An Ampere Analysis study revealed that US TV ad revenues declined by 9.3% in 2020, serving as the greatest TV ad revenues since the Great Recession of 2009, with many broadcasters seeing figures plummet as much as 31%. The industry, however, recovered from the severe impact caused by the pandemic during the fourth quarter.

Supported by a surge in political advertising as a result of the November Presidential elections and the return of live sports on TV, US TV ad revenues reached $17 billion in Q4 2020, a 3% increase compared with the last three months of 2019.

Vaccine distributions are projected to further boost the TV advertising market this year. Other events set to further increase ad revenues include the Summer Olympic fames. The researcher expects figures to grow by 11% this year, teaching $52.3 billion.

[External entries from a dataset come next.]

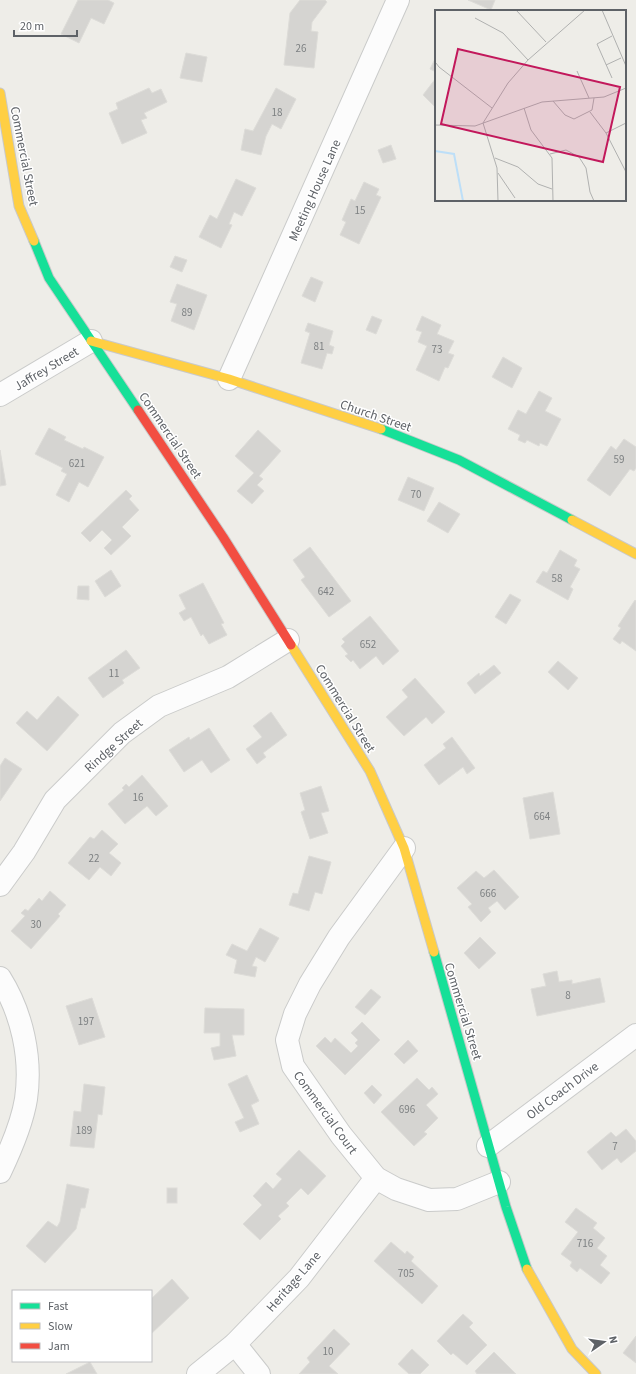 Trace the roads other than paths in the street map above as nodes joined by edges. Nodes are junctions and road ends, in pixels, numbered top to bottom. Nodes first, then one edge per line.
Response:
1 (398, 0) edge
2 (0, 93) edge
3 (91, 341) junction
4 (230, 379) junction
5 (0, 395) edge
6 (636, 554) edge
7 (288, 640) junction
8 (404, 848) junction
9 (0, 885) edge
10 (0, 978) edge
11 (636, 1035) edge
12 (488, 1146) junction
13 (0, 1172) edge
14 (376, 1178) junction
15 (499, 1182) junction
16 (234, 1344) junction
17 (198, 1374) edge
18 (260, 1374) edge
19 (596, 1374) edge

1 - 4 street, Meeting House Lane
2 - 3 main road, Commercial Street
3 - 4 main road, Church Street
3 - 5 street, Jaffrey Street
3 - 7 main road, Commercial Street
4 - 6 main road, Church Street
7 - 8 main road, Commercial Street
7 - 9 street, Rindge Street
8 - 12 main road, Commercial Street
8 - 14 street, Commercial Court
10 - 13 street
11 - 12 street, Old Coach Drive
12 - 15 main road, Commercial Street
14 - 15 street, Commercial Court
14 - 16 street, Heritage Lane
15 - 19 main road, Commercial Street
16 - 17 street, Heritage Lane
16 - 18 street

While US broadcasters will certainly welcome the strong Q4 performance of TV advertising, the effects of this recovery are unlikely to be long-lasting. In the last election cycle television advertising was an important aspect of political campaigning, but it is hard to predict whether that is a phenomenon that will repeat itself in the next elections, as viewing continues to migrate online. Furthermore, as a flurry of ad-supported online video services are launched by conglomerate studios such as ViacomCBS, Paramount, and broadcasters might find their subsidiaries compete with each other for additional advertising revenue. For these reasons, we expect TV advertising revenue to revert to a generally long-term declining path following 2021.